Government and Church excuses have multiplied since the discovery of thousands of graves beneath the boarding schools. Are they sufficient?
I don’t think that is ever the case. More than 6,000 graves have been found so far, but it is very likely that this number will increase. Every time you look for a boarding school you will find more. It’s not enough either, because it’s a huge trauma for the survivors and the generations after. Healing will inevitably come through what the Aboriginal nations demand.
We are talking about a boarding school policy that has been kept secret for years, even though the Canadian government knew about it. From 1907, a report The former chief medical officer of the Department of Indian Affairs presented to the government that there were despicable treatments for children. In my view, the next step for Canada is to recognize that this is not “cultural genocide” but “genocide.” The Pope did it a year ago during his visit to Canada, it’s our turn.
How were these Vatican efforts at reconciliation received?
Real progress has already been made: the Vatican in March scrapped the “Doctrine of Discovery,” which had legalized colonization and denied indigenous peoples the right to claim territorial sovereignty. I don’t want to speak on their behalf, but what we could observe in the media is that for a part of the indigenous, Catholic and slightly older population, the apology and the visit of the Pope were presented as a prerequisite for the healing process. But for the majority of locals it was insignificant as the Vatican has little say in the reconciliation.
What struggles unite indigenous peoples in Canada?

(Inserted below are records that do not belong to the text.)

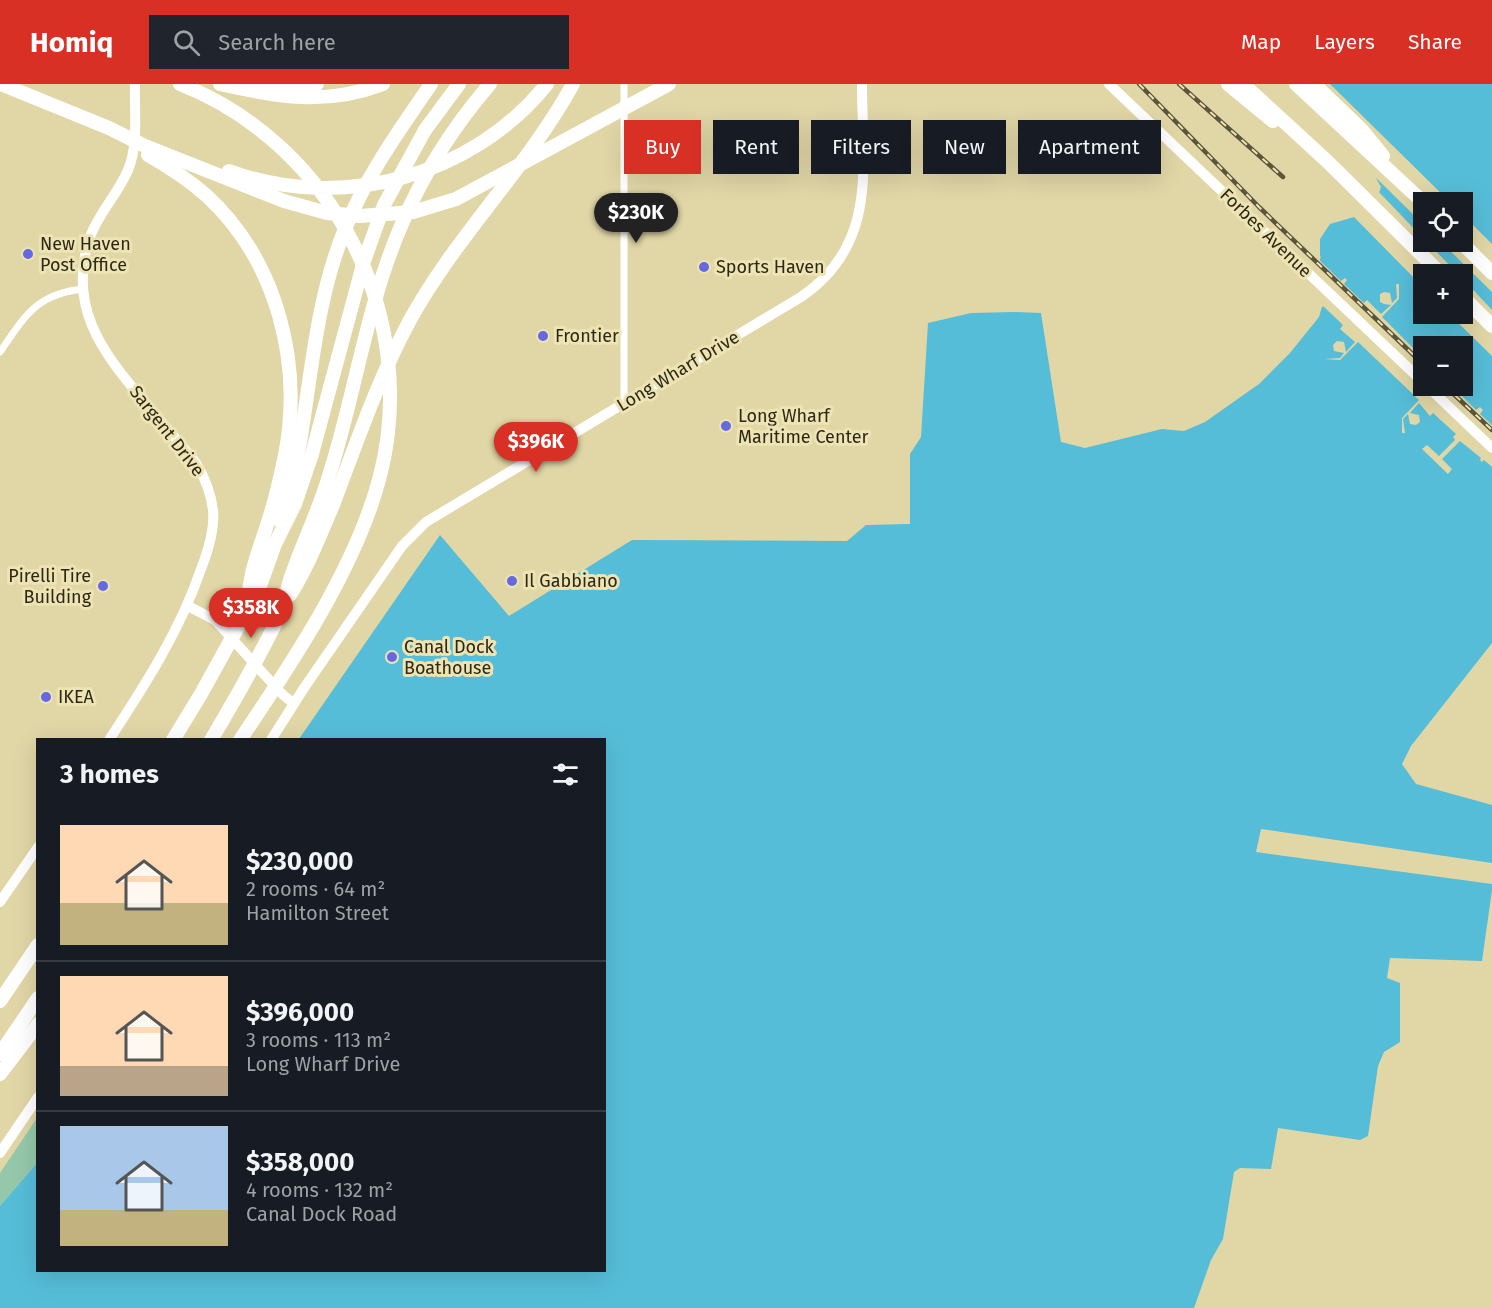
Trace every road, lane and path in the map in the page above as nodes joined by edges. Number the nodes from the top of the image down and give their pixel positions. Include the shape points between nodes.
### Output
1 (1, 84) edge
2 (135, 84) edge
3 (180, 84) edge
4 (220, 84) edge
5 (252, 84) edge
6 (317, 84) edge
7 (383, 84) edge
8 (431, 84) edge
9 (459, 84) edge
10 (490, 84) edge
11 (547, 84) edge
12 (573, 84) edge
13 (624, 84) edge
14 (669, 84) edge
15 (862, 84) edge
16 (1109, 84) edge
17 (1228, 84) edge
18 (1243, 84) edge
19 (1296, 84) edge
20 (1314, 84) edge
21 (158, 151) junction
22 (1328, 162) junction
23 (1405, 183) junction
24 (1414, 192) edge
25 (1471, 252) edge
26 (1431, 264) edge
27 (1492, 273) edge
28 (83, 289) junction
29 (1473, 307) edge
30 (1492, 326) edge
31 (0, 352) edge
32 (1413, 373) edge
33 (1438, 396) edge
34 (624, 404) junction
35 (1492, 448) edge
36 (275, 544) junction
37 (254, 584) junction
38 (188, 606) junction
39 (281, 610) junction
40 (293, 703) junction
41 (110, 738) edge
42 (174, 738) edge
43 (212, 738) edge
44 (241, 738) edge
45 (272, 738) edge
46 (36, 850) edge
47 (0, 902) edge
48 (36, 948) edge
49 (0, 1001) edge
50 (36, 1001) edge
51 (36, 1027) edge
52 (0, 1054) edge
53 (0, 1074) edge
54 (36, 1100) edge
55 (0, 1153) edge

1 - 21 highway
2 - 28 main road, Sargent Drive via 131,158 122,182 90,237
3 - 44 highway via 225,105 263,132 295,160 332,205 371,284 387,354 390,407 386,445 358,537 331,593
4 - 7 highway via 293,98 321,98
5 - 6 highway
8 - 36 highway via 358,198 339,243 322,300 297,458
9 - 36 highway via 425,130 377,222 312,454 295,504
10 - 39 highway via 424,176 400,227 327,482
11 - 21 highway via 504,127 449,162 367,185 331,188 263,181
12 - 39 highway via 549,124 421,301 391,356 301,579
13 - 34 street
14 - 21 highway via 456,199 413,212 343,215 298,206
15 - 34 main road, Long Wharf Drive via 862,199 855,231 842,257 825,279 801,297
16 - 32 main road, Forbes Avenue
17 - 22 highway
18 - 22 highway
19 - 23 highway
20 - 23 highway via 1361,129
21 - 37 highway via 207,197 246,242 272,294 285,337 290,382 287,442
22 - 26 highway
23 - 24 highway
25 - 27 highway
28 - 31 street via 57,293 39,302
28 - 38 main road, Sargent Drive via 90,322 105,353 205,478 213,528
29 - 30 highway
33 - 35 main road, Forbes Avenue
34 - 40 main road, Long Wharf Drive via 441,513 412,535
36 - 37 highway
37 - 42 highway via 247,609
38 - 40 main road via 214,620
38 - 41 main road, Sargent Drive via 160,660
39 - 43 highway
40 - 45 main road, Long Wharf Drive
46 - 47 main road
48 - 49 highway
50 - 52 highway
51 - 53 highway
54 - 55 main road

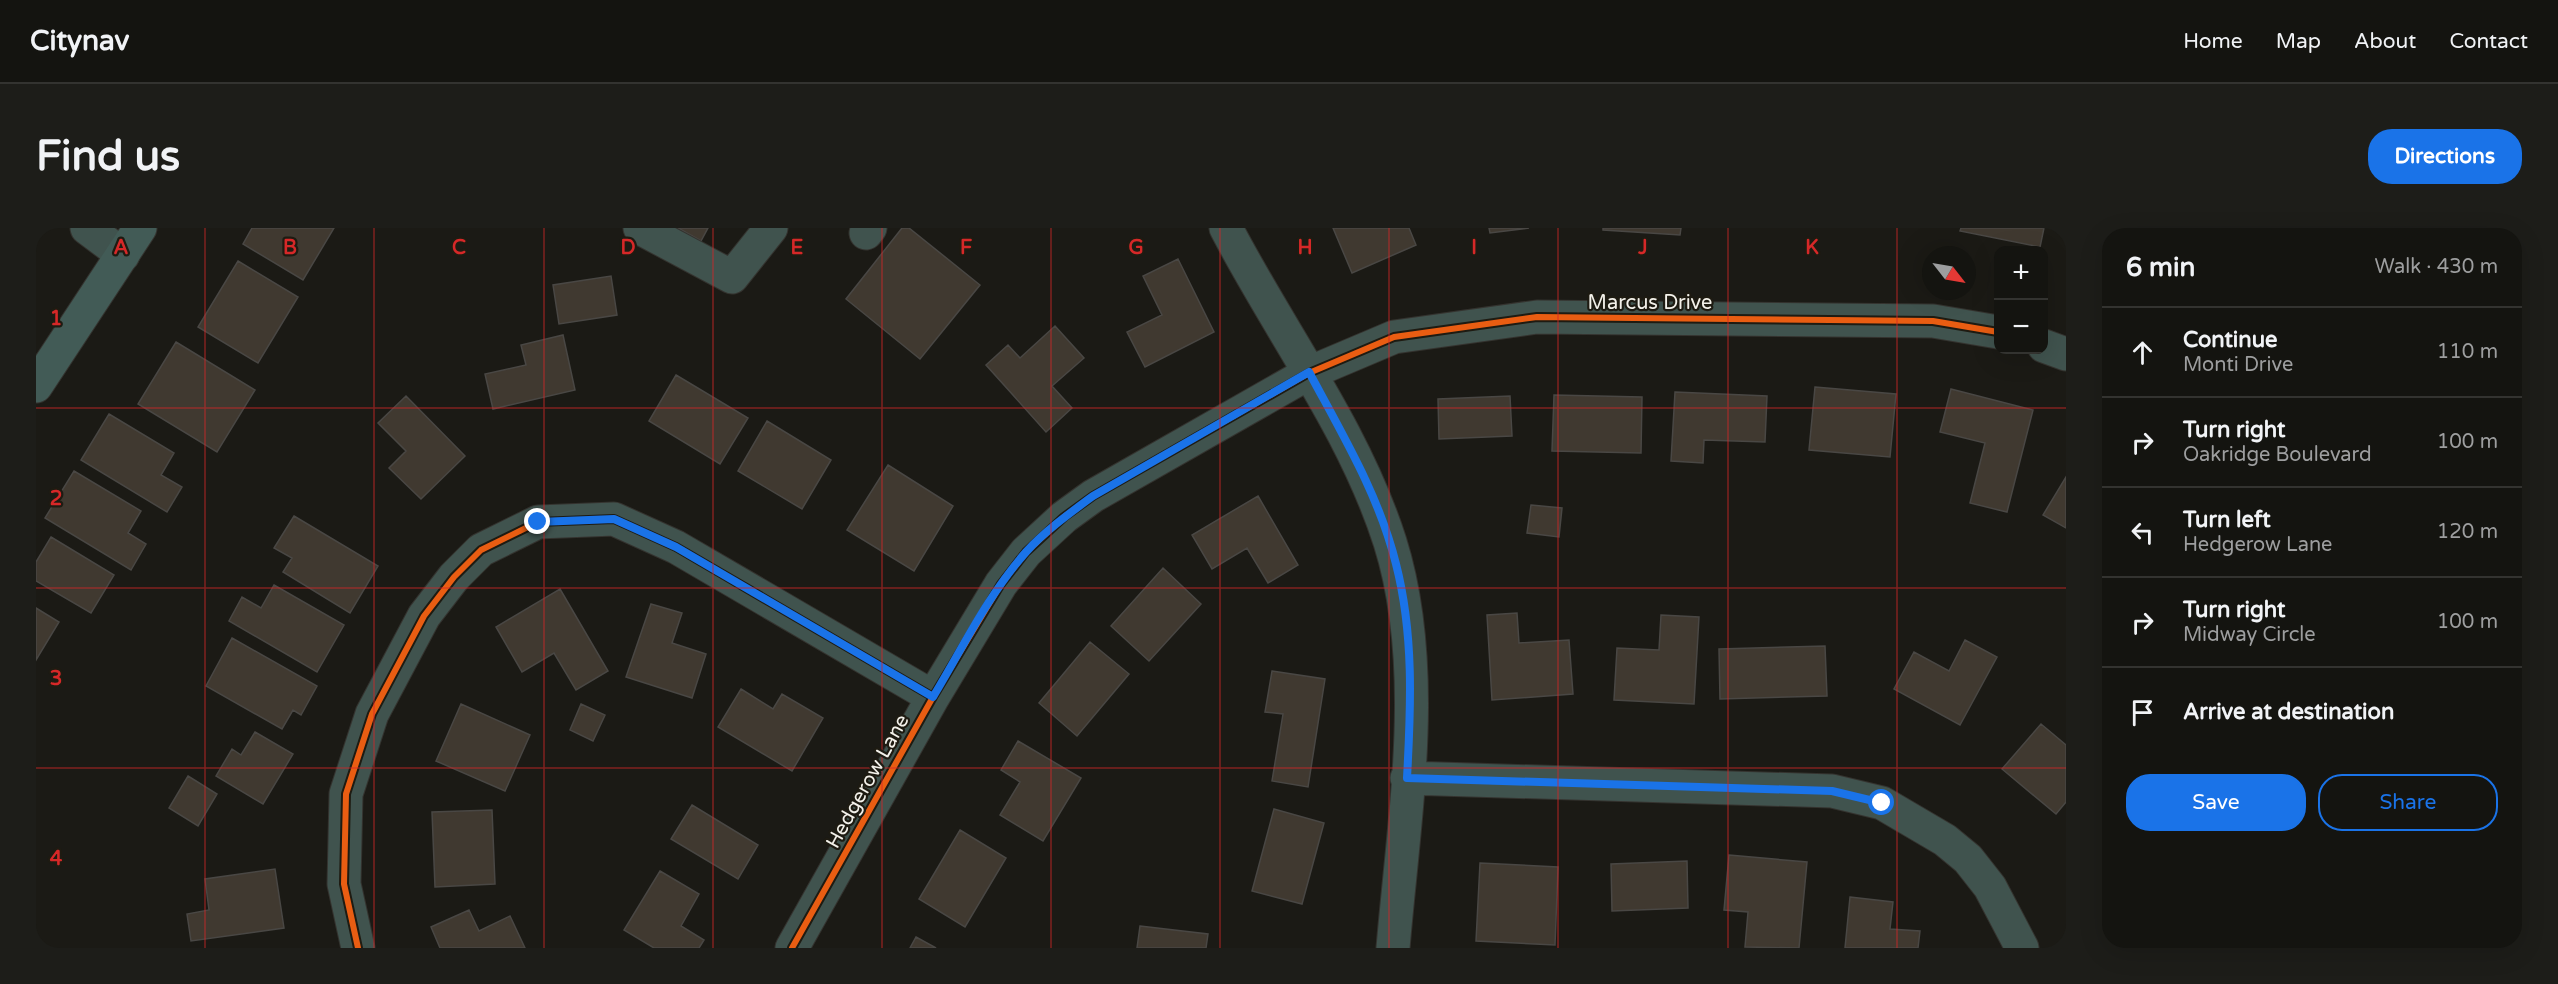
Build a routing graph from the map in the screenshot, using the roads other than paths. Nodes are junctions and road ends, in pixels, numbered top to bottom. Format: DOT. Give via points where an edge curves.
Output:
graph roads {
  1 [pos="87,228"];
  2 [pos="140,228"];
  3 [pos="640,228"];
  4 [pos="771,228"];
  5 [pos="1226,228"];
  6 [pos="123,255"];
  7 [pos="1994,331"];
  8 [pos="2048,348"];
  9 [pos="2066,354"];
  10 [pos="1309,372"];
  11 [pos="36,386"];
  12 [pos="933,697"];
  13 [pos="1407,778"];
  14 [pos="358,948"];
  15 [pos="792,948"];
  16 [pos="1393,948"];
  17 [pos="2022,948"];
  1 -- 6 [label="street"];
  2 -- 6 [label="main road"];
  3 -- 4 [label="street" via="732,277"];
  5 -- 10 [label="street"];
  6 -- 11 [label="main road"];
  7 -- 10 [label="street, Marcus Drive" via="1933,321 1537,317 1394,337"];
  8 -- 9 [label="street"];
  10 -- 12 [label="street, Hedgerow Lane" via="1093,496 1064,517 1026,552 1001,584"];
  10 -- 13 [label="street" via="1367,483 1396,562 1409,644"];
  12 -- 14 [label="street" via="676,547 614,519 538,522 482,550 454,576 424,616 372,714 346,794 344,884"];
  12 -- 15 [label="street, Hedgerow Lane"];
  13 -- 16 [label="street"];
  13 -- 17 [label="street" via="1832,791 1882,803 1945,840 1968,859 1990,887"];
}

There are different representative bodies for Inuit, Métis and First Nations. The struggle for self-determination is the one that unites the most. It claims full control of its territory and its economic and cultural destiny, as well as the end of the Indian Act of 1876. Unfortunately, this act is still the most important law governing First Nations life in Canada (it determines who First Nations are ). . Nation, Reservation Operation and First Nations Rights).
There is also the fight for the environment. Currently, indigenous people in Canada are the first victims of climate change. Rising waters are affecting Inuit villages due to melting pack ice. Indigenous communities were particularly hard hit by this year’s forest fires. Cities were evacuated, but their areas were devastated.